Where does the string "Nanas" appear in the records? Copy each line that holds it.

++++++++

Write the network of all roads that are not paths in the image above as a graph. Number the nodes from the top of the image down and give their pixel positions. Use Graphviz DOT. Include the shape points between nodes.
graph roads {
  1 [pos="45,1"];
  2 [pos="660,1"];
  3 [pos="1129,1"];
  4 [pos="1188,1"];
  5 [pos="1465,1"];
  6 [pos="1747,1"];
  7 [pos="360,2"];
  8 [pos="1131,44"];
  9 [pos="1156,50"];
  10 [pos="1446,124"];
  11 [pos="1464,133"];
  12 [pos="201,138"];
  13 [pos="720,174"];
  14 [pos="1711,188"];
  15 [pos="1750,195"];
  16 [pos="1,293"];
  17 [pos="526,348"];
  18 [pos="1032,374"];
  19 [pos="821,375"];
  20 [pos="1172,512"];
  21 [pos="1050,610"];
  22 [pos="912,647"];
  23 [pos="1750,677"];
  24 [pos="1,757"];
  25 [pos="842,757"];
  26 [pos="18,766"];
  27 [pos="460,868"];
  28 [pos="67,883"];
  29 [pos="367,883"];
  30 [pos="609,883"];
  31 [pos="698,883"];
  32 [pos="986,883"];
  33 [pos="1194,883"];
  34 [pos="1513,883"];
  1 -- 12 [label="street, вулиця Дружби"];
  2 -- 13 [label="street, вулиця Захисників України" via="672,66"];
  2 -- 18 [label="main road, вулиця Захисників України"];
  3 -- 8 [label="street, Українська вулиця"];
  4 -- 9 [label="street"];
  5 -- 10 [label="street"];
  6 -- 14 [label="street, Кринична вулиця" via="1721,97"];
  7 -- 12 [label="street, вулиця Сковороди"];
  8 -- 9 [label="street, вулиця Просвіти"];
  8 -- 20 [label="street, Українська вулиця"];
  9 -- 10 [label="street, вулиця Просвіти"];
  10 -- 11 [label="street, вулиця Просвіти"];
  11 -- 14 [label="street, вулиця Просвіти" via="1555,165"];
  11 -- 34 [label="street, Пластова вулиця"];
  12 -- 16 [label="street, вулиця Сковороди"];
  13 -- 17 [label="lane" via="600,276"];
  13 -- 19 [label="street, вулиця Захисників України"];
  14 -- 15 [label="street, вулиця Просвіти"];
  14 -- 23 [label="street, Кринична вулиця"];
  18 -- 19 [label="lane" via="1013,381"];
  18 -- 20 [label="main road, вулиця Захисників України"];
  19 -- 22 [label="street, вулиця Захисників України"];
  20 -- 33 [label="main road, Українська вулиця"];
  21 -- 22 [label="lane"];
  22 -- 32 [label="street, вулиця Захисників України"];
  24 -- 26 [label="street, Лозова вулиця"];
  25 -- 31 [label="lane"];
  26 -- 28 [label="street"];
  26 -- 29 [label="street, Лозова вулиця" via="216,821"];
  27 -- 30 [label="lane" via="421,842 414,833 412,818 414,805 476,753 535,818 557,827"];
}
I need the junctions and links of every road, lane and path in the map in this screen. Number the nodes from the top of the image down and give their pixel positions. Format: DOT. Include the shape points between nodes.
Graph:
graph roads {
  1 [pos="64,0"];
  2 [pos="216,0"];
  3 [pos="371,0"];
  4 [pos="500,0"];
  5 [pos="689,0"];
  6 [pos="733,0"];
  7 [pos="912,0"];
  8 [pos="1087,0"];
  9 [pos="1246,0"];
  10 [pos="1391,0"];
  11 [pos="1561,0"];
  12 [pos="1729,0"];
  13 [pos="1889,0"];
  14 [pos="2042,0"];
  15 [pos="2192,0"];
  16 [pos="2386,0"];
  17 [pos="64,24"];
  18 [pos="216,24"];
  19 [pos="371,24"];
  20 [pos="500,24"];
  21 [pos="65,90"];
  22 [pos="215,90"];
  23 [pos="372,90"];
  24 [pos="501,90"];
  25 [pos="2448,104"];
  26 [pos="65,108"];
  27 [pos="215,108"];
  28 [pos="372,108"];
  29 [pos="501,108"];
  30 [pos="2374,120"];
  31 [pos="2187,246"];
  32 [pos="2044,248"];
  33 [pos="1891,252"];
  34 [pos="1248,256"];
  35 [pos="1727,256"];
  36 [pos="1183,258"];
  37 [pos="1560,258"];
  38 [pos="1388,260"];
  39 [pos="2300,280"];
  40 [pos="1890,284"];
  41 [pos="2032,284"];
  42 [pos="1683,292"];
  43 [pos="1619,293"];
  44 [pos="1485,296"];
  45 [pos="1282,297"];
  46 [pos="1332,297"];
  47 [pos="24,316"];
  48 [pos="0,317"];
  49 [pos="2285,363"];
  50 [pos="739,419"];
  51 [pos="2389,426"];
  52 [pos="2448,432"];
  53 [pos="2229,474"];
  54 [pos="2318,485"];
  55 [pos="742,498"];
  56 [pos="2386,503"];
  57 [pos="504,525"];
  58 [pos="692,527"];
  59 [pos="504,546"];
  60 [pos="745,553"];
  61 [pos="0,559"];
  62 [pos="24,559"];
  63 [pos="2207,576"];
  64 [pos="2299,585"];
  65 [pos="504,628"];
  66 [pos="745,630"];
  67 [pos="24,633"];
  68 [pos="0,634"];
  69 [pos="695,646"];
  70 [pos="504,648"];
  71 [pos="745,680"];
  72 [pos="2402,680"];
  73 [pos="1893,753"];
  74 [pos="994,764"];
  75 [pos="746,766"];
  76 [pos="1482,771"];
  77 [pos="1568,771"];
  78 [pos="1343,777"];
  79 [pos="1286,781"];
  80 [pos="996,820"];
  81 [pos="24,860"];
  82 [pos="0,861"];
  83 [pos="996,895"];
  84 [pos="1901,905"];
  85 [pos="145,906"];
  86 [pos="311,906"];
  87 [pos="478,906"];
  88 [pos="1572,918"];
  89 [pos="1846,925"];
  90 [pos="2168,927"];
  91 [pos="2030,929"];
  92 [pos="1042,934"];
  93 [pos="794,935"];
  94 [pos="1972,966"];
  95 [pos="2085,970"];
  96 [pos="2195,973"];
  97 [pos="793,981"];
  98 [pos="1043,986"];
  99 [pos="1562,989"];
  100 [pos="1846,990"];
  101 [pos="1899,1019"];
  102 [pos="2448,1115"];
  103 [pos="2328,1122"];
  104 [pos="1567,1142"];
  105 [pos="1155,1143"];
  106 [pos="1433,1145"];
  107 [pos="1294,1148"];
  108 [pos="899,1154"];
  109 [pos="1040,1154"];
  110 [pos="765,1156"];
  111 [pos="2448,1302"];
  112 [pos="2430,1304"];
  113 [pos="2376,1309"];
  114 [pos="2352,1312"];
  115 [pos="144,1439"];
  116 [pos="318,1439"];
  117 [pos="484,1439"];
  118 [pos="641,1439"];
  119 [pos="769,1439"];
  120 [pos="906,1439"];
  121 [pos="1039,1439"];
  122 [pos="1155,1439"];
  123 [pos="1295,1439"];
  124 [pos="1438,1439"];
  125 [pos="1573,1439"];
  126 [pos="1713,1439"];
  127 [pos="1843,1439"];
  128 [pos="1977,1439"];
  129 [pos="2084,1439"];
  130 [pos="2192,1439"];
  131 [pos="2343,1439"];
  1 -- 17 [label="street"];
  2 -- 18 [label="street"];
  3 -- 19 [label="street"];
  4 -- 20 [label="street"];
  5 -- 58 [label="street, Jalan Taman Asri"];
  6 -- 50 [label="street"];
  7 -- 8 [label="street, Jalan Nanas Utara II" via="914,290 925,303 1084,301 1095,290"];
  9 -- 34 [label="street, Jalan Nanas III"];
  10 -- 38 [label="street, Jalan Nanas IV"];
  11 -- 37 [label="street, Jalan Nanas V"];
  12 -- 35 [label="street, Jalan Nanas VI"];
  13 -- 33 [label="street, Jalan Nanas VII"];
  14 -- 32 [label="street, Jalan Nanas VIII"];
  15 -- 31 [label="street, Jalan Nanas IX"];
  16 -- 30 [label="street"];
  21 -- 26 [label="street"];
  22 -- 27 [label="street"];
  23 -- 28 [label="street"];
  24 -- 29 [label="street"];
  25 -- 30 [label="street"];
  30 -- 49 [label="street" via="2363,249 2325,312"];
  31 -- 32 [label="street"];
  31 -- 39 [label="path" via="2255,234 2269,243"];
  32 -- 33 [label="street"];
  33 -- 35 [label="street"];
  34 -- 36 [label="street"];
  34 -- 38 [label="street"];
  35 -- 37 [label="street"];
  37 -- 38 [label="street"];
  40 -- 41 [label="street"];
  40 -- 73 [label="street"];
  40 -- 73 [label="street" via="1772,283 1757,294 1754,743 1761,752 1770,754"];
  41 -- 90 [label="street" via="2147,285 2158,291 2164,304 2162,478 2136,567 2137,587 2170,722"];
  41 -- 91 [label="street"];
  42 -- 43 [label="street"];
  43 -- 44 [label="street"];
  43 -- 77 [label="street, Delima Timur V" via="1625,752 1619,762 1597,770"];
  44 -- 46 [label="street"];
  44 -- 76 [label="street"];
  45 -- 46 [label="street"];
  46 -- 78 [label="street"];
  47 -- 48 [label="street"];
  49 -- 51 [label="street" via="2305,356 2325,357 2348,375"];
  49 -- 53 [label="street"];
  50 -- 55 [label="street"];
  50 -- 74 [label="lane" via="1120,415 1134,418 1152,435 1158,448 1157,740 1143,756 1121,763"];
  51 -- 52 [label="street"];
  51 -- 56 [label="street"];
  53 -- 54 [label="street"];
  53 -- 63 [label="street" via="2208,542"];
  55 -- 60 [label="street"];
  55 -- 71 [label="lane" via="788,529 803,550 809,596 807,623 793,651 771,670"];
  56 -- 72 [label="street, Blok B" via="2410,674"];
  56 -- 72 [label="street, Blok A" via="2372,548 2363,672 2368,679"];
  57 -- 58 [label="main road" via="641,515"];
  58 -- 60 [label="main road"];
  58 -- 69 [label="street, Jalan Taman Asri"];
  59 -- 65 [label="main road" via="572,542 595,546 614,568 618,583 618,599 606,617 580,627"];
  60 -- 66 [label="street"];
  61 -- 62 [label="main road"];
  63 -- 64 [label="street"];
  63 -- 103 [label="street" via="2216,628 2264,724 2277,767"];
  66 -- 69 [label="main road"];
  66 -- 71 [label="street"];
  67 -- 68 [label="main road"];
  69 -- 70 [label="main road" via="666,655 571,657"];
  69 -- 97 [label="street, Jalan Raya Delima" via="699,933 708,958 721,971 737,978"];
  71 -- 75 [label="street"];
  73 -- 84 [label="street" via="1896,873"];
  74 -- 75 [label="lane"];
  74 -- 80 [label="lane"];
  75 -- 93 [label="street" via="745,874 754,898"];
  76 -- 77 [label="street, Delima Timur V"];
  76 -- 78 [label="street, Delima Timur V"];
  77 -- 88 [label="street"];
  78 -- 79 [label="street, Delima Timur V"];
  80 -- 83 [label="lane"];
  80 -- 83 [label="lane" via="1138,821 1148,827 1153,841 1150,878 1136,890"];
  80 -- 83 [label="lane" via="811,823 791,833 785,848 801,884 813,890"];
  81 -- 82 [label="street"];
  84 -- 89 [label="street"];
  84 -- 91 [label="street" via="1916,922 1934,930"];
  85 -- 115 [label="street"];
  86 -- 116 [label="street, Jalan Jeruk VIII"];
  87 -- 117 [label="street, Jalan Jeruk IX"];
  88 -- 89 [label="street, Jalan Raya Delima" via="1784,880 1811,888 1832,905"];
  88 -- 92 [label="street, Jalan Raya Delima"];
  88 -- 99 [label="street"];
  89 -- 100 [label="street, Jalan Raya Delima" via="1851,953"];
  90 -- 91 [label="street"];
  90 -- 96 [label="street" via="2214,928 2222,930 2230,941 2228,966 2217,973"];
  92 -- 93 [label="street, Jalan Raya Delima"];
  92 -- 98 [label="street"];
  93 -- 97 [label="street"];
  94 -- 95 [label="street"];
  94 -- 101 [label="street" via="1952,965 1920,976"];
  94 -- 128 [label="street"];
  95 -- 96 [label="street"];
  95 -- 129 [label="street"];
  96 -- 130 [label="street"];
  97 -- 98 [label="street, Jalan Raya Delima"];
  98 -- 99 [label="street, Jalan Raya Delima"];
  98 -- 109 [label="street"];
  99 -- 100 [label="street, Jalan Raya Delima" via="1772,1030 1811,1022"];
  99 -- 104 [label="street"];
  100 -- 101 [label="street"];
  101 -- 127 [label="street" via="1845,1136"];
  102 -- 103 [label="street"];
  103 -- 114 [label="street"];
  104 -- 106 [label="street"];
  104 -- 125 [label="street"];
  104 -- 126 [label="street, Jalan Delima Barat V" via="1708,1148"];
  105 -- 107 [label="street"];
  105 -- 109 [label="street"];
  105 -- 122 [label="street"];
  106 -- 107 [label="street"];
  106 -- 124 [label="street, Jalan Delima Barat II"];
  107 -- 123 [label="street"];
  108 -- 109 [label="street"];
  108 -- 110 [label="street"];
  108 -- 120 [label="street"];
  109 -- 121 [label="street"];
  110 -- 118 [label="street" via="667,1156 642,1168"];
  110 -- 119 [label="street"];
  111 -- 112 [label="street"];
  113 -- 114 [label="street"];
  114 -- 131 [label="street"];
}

++++++++

→ OUTPUT FOR THIS TASK
  7 -- 8 [label="street, Jalan Nanas Utara II" via="914,290 925,303 1084,301 1095,290"];
  9 -- 34 [label="street, Jalan Nanas III"];
  10 -- 38 [label="street, Jalan Nanas IV"];
  11 -- 37 [label="street, Jalan Nanas V"];
  12 -- 35 [label="street, Jalan Nanas VI"];
  13 -- 33 [label="street, Jalan Nanas VII"];
  14 -- 32 [label="street, Jalan Nanas VIII"];
  15 -- 31 [label="street, Jalan Nanas IX"];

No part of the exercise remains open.